§ **Material to process**
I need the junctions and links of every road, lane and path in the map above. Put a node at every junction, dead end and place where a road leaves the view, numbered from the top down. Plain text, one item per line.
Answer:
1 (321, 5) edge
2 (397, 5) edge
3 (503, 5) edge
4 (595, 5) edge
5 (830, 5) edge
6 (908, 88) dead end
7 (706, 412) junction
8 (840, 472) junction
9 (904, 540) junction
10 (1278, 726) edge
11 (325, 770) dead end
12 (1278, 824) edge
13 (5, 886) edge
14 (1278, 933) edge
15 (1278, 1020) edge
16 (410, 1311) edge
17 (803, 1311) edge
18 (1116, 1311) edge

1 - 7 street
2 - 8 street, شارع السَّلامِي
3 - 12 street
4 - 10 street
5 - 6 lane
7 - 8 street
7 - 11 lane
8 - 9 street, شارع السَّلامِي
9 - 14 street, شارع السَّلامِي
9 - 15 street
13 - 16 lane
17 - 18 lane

§ **What to do**
Repeat the whole listing exactly.

§ **Expected output**
I need the junctions and links of every road, lane and path in the map above. Put a node at every junction, dead end and place where a road leaves the view, numbered from the top down. Plain text, one item per line.
Answer:
1 (321, 5) edge
2 (397, 5) edge
3 (503, 5) edge
4 (595, 5) edge
5 (830, 5) edge
6 (908, 88) dead end
7 (706, 412) junction
8 (840, 472) junction
9 (904, 540) junction
10 (1278, 726) edge
11 (325, 770) dead end
12 (1278, 824) edge
13 (5, 886) edge
14 (1278, 933) edge
15 (1278, 1020) edge
16 (410, 1311) edge
17 (803, 1311) edge
18 (1116, 1311) edge

1 - 7 street
2 - 8 street, شارع السَّلامِي
3 - 12 street
4 - 10 street
5 - 6 lane
7 - 8 street
7 - 11 lane
8 - 9 street, شارع السَّلامِي
9 - 14 street, شارع السَّلامِي
9 - 15 street
13 - 16 lane
17 - 18 lane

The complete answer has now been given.